England all-rounder Luke Wright retires from first-class cricket

England all-rounder Luke Wright retires from first-class cricket

"I'm hugely proud of my first-class record."

Luke Wright of Sussex
Luke Wright of Sussex bats. (Photo by Dan Istitene/Getty Images)

Former England and Sussex all-rounder Luke Wright has joined the long list of players who are giving up on their red-ball careers to focus more on white ball-cricket. The all-rounder, on Monday, brought down curtains on his first-class career and signed white-ball only extension to his contract. Wright made his first-class debut in 2003 against Leicestershire and overall played 144 first-class games.

He finished his red-ball career with more than 7000 runs with the help of 17 centuries at an average of 38. Wright, who also bowls medium pace, picked up 120 wickets including three five-wicket hauls. Sussex had not named Wright in their squad for their opening County Championship game of 2019. With indication from the club especially head coach Jason Gillespie not very promising, the all-rounder decided to hang his boots in the longer format of the game in order to focus just on the limited-overs career.

The trend of switching to white-ball cricket has been on the rise in recent times. Last year, Adil Rashid and Alex Hales had signed white-ball only deals with their county teams while this year Harry Gurney did the same.

“I worked hard on my red-ball cricket over the winter, but once it became clear that I was going to have a lesser role in the four-day team, it made sense for me to commit my long-term future to the white-ball game only,” Wright was quoted as saying. “I’m hoping to carry on playing for the next five to six years and therefore I’m delighted to be committing my future to Sussex with this contract.”

“I’m hugely proud of my first-class record – it’s something that has often surprised people who think of me as having been a white-ball specialist – and I was lucky to join Sussex under Peter Moores and Chris Adams ahead of a period of unprecedented success for the county,” he added.

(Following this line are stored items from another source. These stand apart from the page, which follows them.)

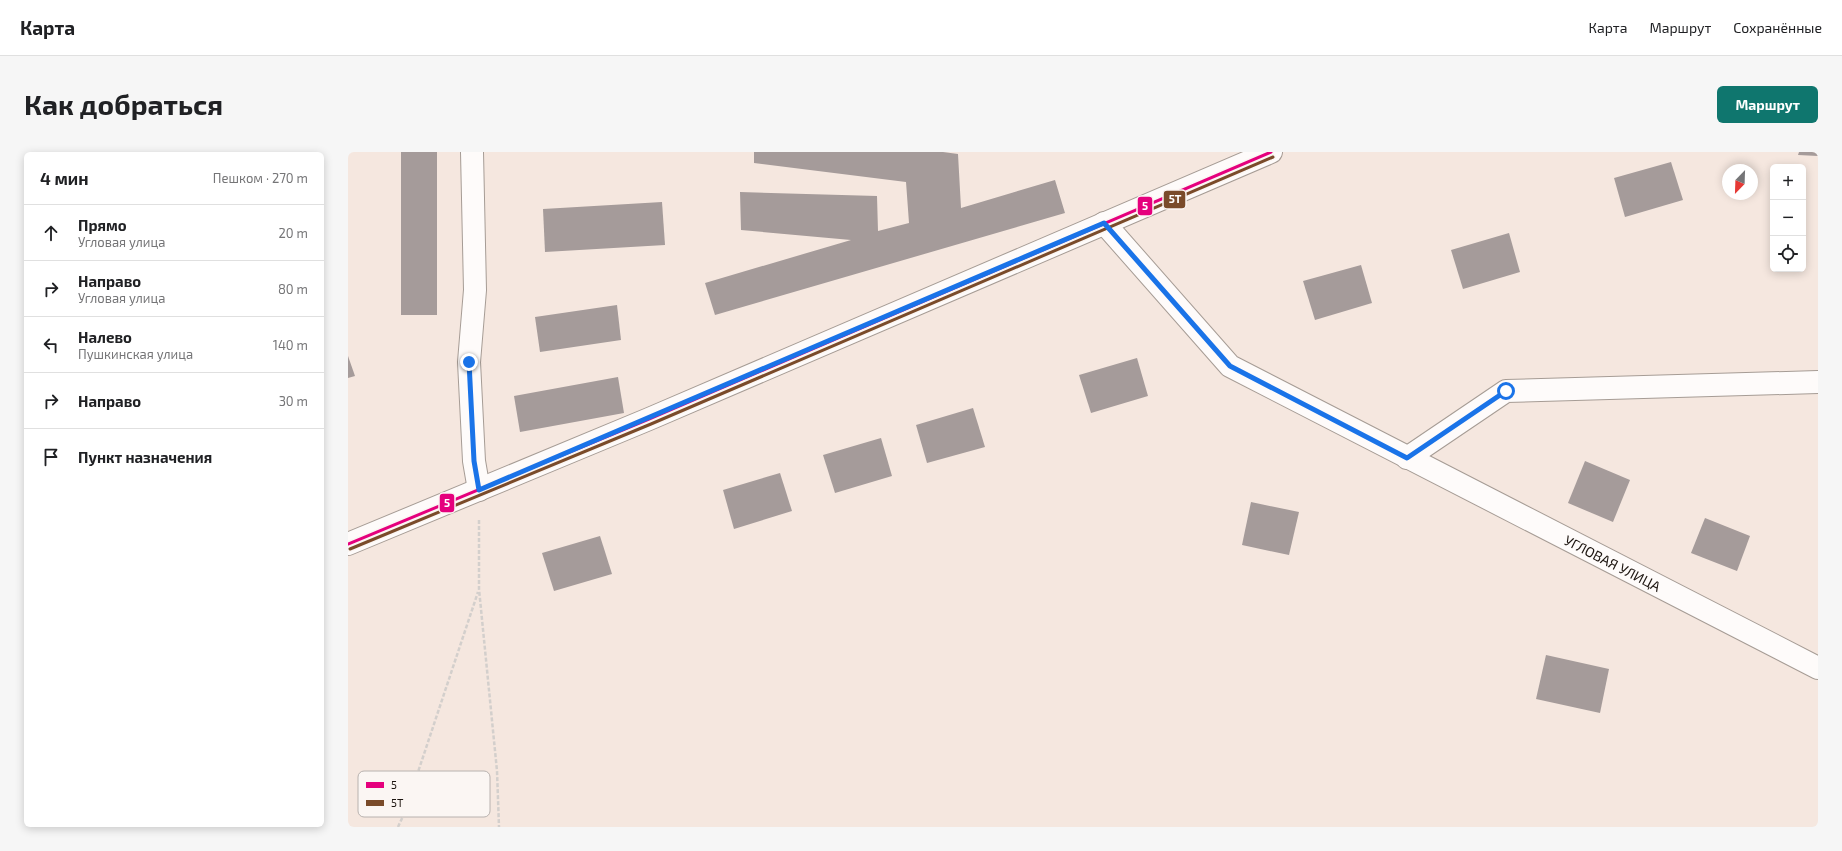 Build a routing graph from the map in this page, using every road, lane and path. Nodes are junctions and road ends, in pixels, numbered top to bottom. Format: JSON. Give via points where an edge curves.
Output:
{"nodes":[{"id":1,"x":472,"y":152,"type":"edge"},
{"id":2,"x":1271,"y":152,"type":"edge"},
{"id":3,"x":1104,"y":223,"type":"junction"},
{"id":4,"x":1818,"y":382,"type":"edge"},
{"id":5,"x":1407,"y":458,"type":"junction"},
{"id":6,"x":479,"y":490,"type":"junction"},
{"id":7,"x":348,"y":544,"type":"edge"},
{"id":8,"x":479,"y":589,"type":"junction"},
{"id":9,"x":1818,"y":668,"type":"edge"},
{"id":10,"x":418,"y":771,"type":"edge"},
{"id":11,"x":403,"y":817,"type":"edge"},
{"id":12,"x":398,"y":827,"type":"edge"},
{"id":13,"x":499,"y":827,"type":"edge"}],
"edges":[{"from":1,"to":6,"type":"street","via":[[476,290],[469,362],[474,461]]},
{"from":2,"to":3,"type":"street"},
{"from":3,"to":5,"type":"street","name":"УГЛОВАЯ УЛИЦА","via":[[1230,366]]},
{"from":3,"to":6,"type":"street"},
{"from":4,"to":5,"type":"street","via":[[1506,391]]},
{"from":5,"to":9,"type":"street","name":"УГЛОВАЯ УЛИЦА"},
{"from":6,"to":7,"type":"street"},
{"from":6,"to":8,"type":"path"},
{"from":8,"to":10,"type":"path"},
{"from":8,"to":13,"type":"path","via":[[497,771]]},
{"from":11,"to":12,"type":"path"}]} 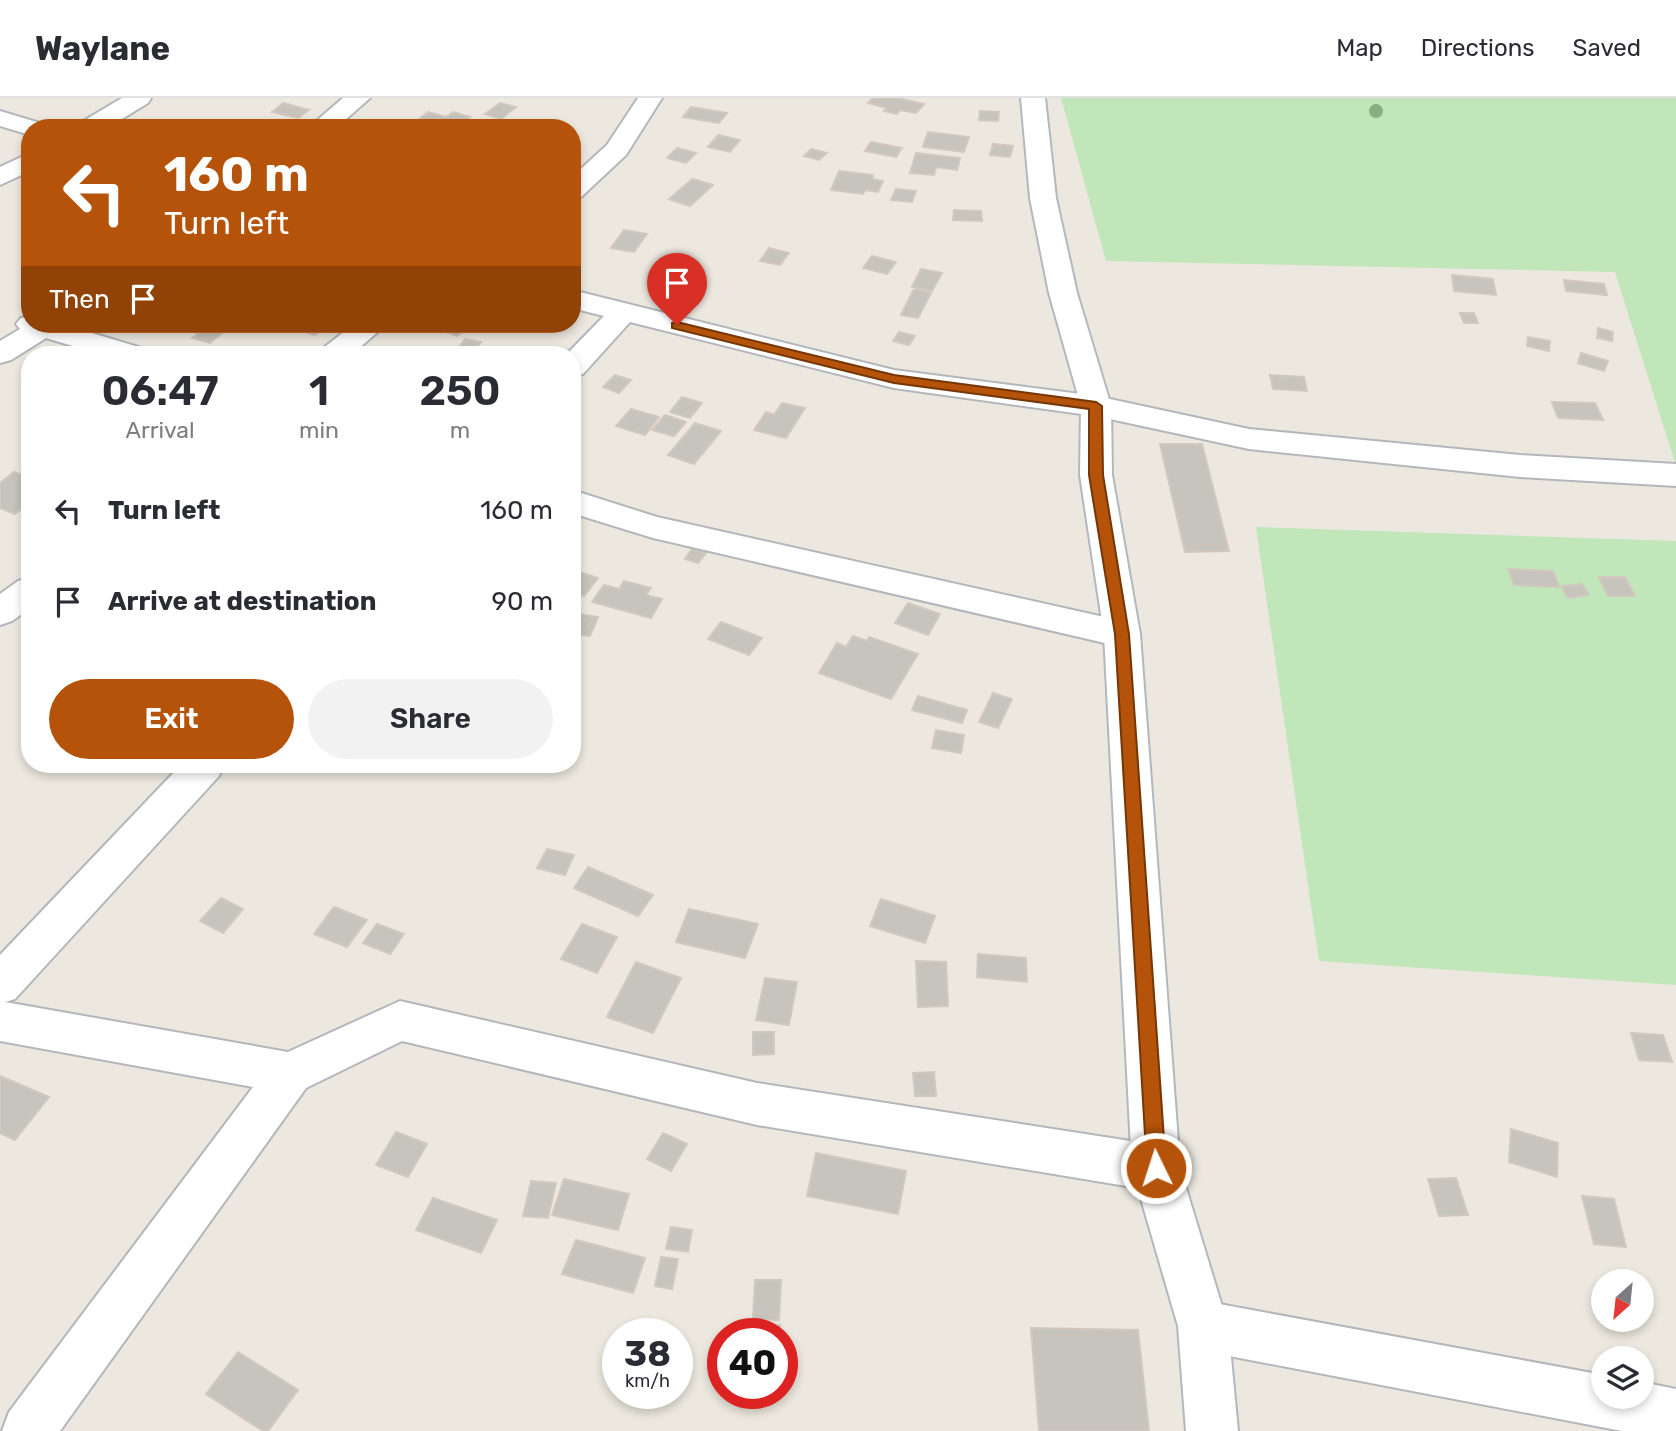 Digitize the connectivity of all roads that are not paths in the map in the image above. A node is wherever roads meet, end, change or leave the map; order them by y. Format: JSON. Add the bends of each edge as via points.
{"nodes":[{"id":1,"x":139,"y":98,"type":"edge"},
{"id":2,"x":358,"y":98,"type":"edge"},
{"id":3,"x":650,"y":98,"type":"edge"},
{"id":4,"x":1033,"y":98,"type":"edge"},
{"id":5,"x":0,"y":118,"type":"edge"},
{"id":6,"x":104,"y":119,"type":"edge"},
{"id":7,"x":331,"y":119,"type":"edge"},
{"id":8,"x":21,"y":125,"type":"edge"},
{"id":9,"x":21,"y":166,"type":"edge"},
{"id":10,"x":0,"y":177,"type":"edge"},
{"id":11,"x":581,"y":183,"type":"edge"},
{"id":12,"x":581,"y":301,"type":"edge"},
{"id":13,"x":623,"y":312,"type":"junction"},
{"id":14,"x":22,"y":333,"type":"edge"},
{"id":15,"x":64,"y":333,"type":"edge"},
{"id":16,"x":361,"y":333,"type":"edge"},
{"id":17,"x":105,"y":346,"type":"edge"},
{"id":18,"x":344,"y":346,"type":"edge"},
{"id":19,"x":0,"y":355,"type":"edge"},
{"id":20,"x":581,"y":358,"type":"edge"},
{"id":21,"x":1096,"y":406,"type":"junction"},
{"id":22,"x":1676,"y":475,"type":"edge"},
{"id":23,"x":581,"y":503,"type":"edge"},
{"id":24,"x":21,"y":597,"type":"edge"},
{"id":25,"x":0,"y":612,"type":"edge"},
{"id":26,"x":1122,"y":634,"type":"junction"},
{"id":27,"x":198,"y":773,"type":"edge"},
{"id":28,"x":0,"y":985,"type":"edge"},
{"id":29,"x":0,"y":1021,"type":"edge"},
{"id":30,"x":290,"y":1073,"type":"junction"},
{"id":31,"x":1156,"y":1168,"type":"junction"},
{"id":32,"x":1203,"y":1326,"type":"junction"},
{"id":33,"x":1676,"y":1415,"type":"edge"},
{"id":34,"x":28,"y":1431,"type":"edge"},
{"id":35,"x":1212,"y":1431,"type":"edge"}],
"edges":[{"from":1,"to":6,"type":"street"},
{"from":2,"to":7,"type":"street"},
{"from":3,"to":11,"type":"street","via":[[617,150]]},
{"from":4,"to":21,"type":"street","via":[[1042,198],[1063,293]]},
{"from":5,"to":8,"type":"street"},
{"from":9,"to":10,"type":"street"},
{"from":12,"to":13,"type":"street"},
{"from":13,"to":20,"type":"street"},
{"from":13,"to":21,"type":"street","via":[[894,379]]},
{"from":14,"to":19,"type":"street"},
{"from":15,"to":17,"type":"street"},
{"from":16,"to":18,"type":"street"},
{"from":21,"to":22,"type":"street","via":[[1249,439],[1520,466]]},
{"from":21,"to":26,"type":"street","via":[[1096,475]]},
{"from":23,"to":26,"type":"street","via":[[653,527]]},
{"from":24,"to":25,"type":"street"},
{"from":26,"to":31,"type":"street"},
{"from":27,"to":28,"type":"street"},
{"from":29,"to":30,"type":"street"},
{"from":30,"to":31,"type":"street","via":[[401,1021],[757,1104]]},
{"from":30,"to":34,"type":"street"},
{"from":31,"to":32,"type":"street"},
{"from":32,"to":33,"type":"street"},
{"from":32,"to":35,"type":"street"}]} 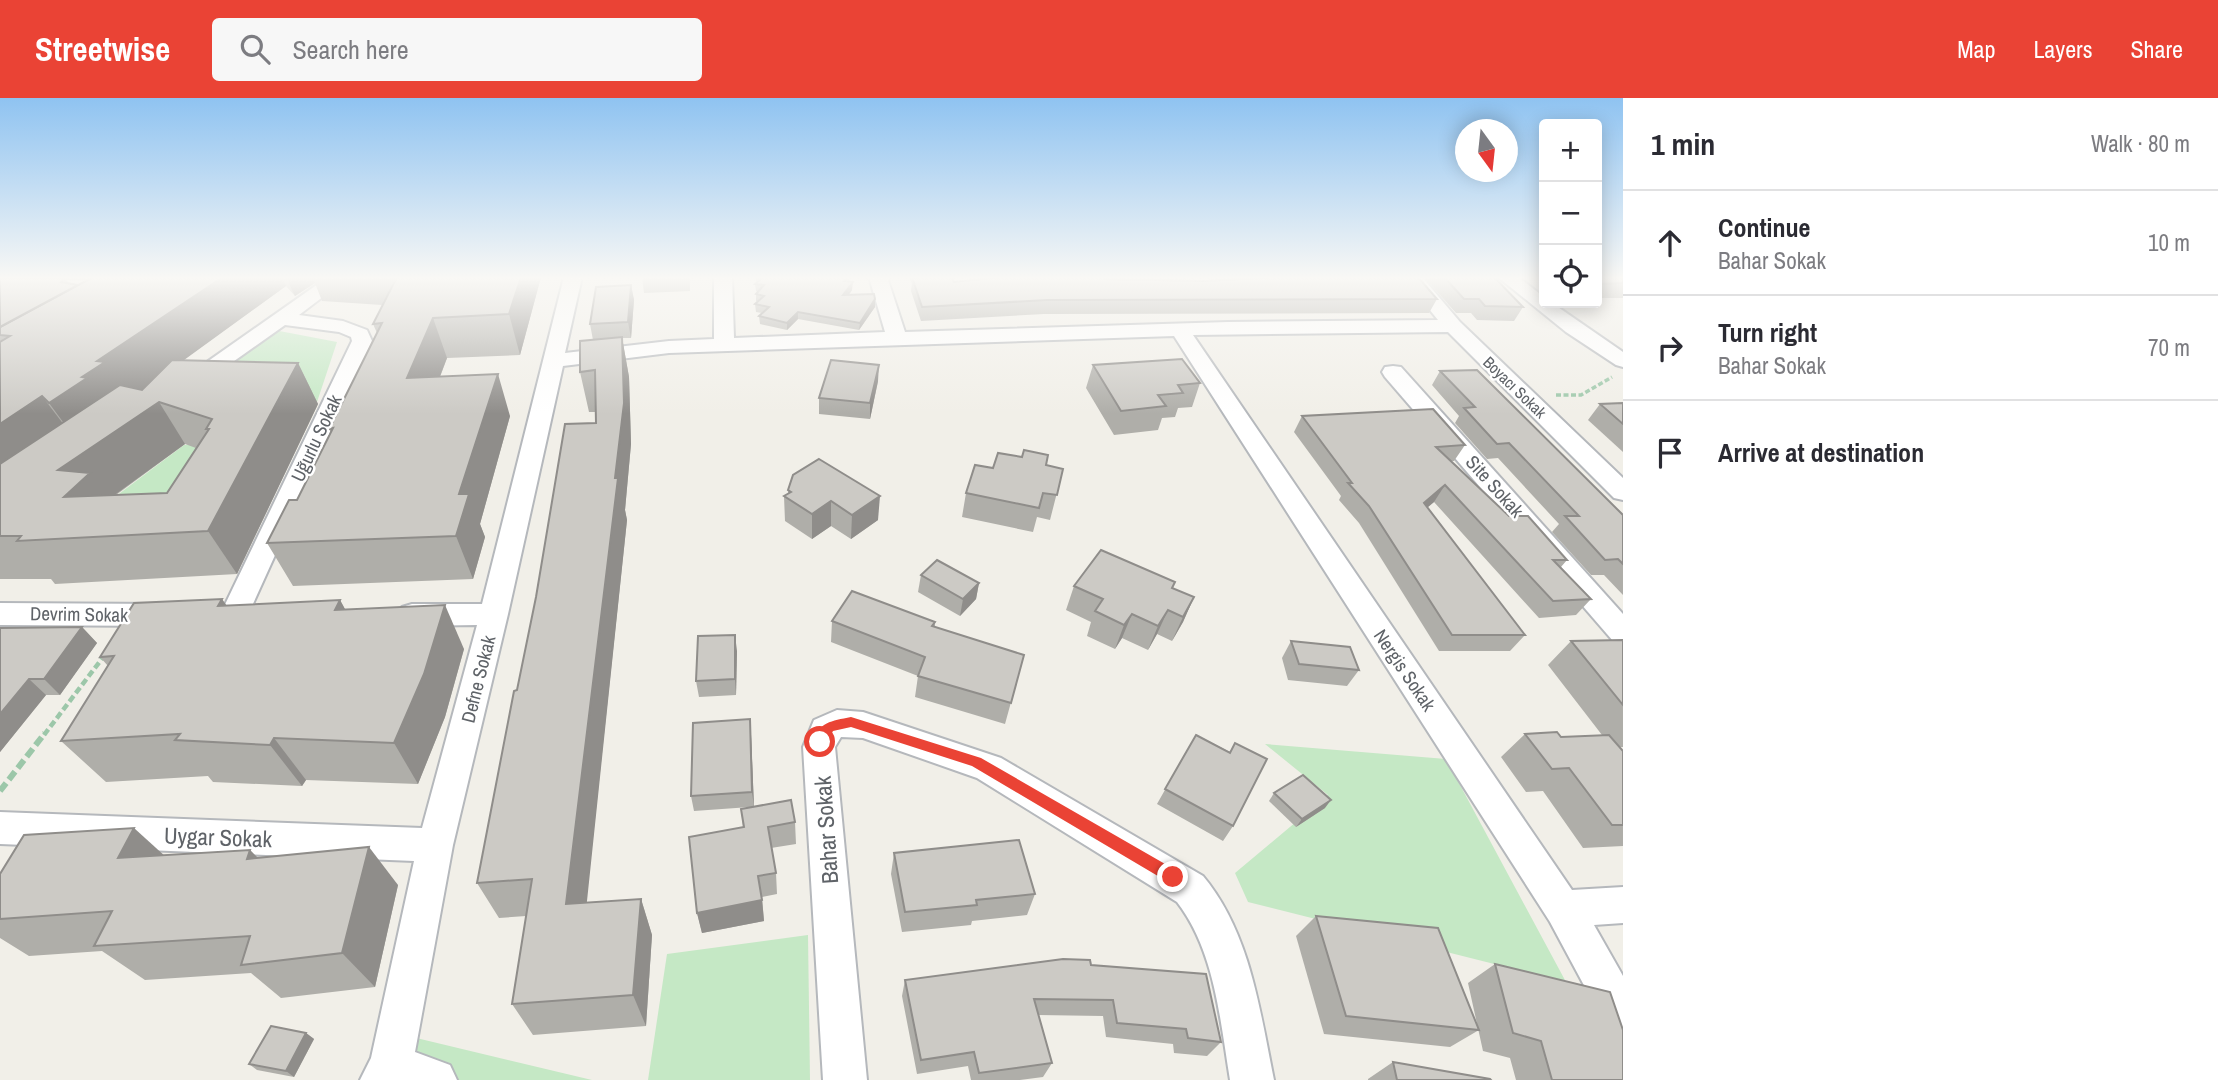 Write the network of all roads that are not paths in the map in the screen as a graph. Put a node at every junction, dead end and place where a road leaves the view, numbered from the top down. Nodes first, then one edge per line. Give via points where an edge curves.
1 (273, 323) edge
2 (313, 323) edge
3 (563, 323) edge
4 (724, 323) edge
5 (892, 323) edge
6 (1450, 323) edge
7 (1564, 323) edge
8 (1453, 326) junction
9 (1180, 330) junction
10 (897, 338) junction
11 (724, 345) junction
12 (554, 361) junction
13 (1619, 369) edge
14 (1394, 372) dead end
15 (168, 397) edge
16 (1623, 492) edge
17 (0, 614) edge
18 (494, 614) junction
19 (384, 615) edge
20 (222, 616) joint
21 (1623, 633) edge
22 (0, 828) edge
23 (435, 845) junction
24 (1623, 905) edge
25 (1563, 909) junction
26 (1623, 1015) edge
27 (387, 1073) edge
28 (435, 1080) edge
29 (845, 1080) edge
30 (1252, 1080) edge

1 - 15 street
2 - 20 street, Uğurlu Sokak via 348,328 360,334 362,341
3 - 12 street, Defne Sokak
4 - 11 street
5 - 10 street
6 - 8 street, Boyacı Sokak
7 - 13 street
8 - 9 street
8 - 16 street, Boyacı Sokak
9 - 10 street
9 - 25 street, Nergis Sokak
10 - 11 street
11 - 12 street
12 - 18 street, Defne Sokak
14 - 21 street, Site Sokak
17 - 20 street, Devrim Sokak
18 - 19 street
18 - 23 street, Defne Sokak
22 - 23 street, Uygar Sokak
23 - 27 street, Defne Sokak
24 - 25 street
25 - 26 street, Nergis Sokak
27 - 28 street
29 - 30 street, Bahar Sokak via 819,747 822,733 829,727 851,722 989,768 1190,889 1213,922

Wright played more than 100 international games for England but could not break into the Test team. He was part of the squad that won the World T20 in 2010 but his career soon derailed and he eventually joined a host of players who have become globetrotters, playing in T20 leagues across the world. Wright has already plied his trade in India, Australia, Bangladesh, Pakistan and New Zealand.

Full support for Wright:

Gillespie has said that the all-rounder will have the full support of the team while also insisting that the decision was solely the player’s. “The door has never been closed,” Gillespie told BBC Sussex. “We made that very clear with Luke. This is his decision and and we’re just delighted he’s able to stay with us longer in the shorter forms of the game.”

“He wants to play for a good four or five years yet and feels this is the best way. It’s a sad day because he’s played some wonderful cricket for Sussex but it’s his decision and we’re all fully supportive,” added the former Australia pacer.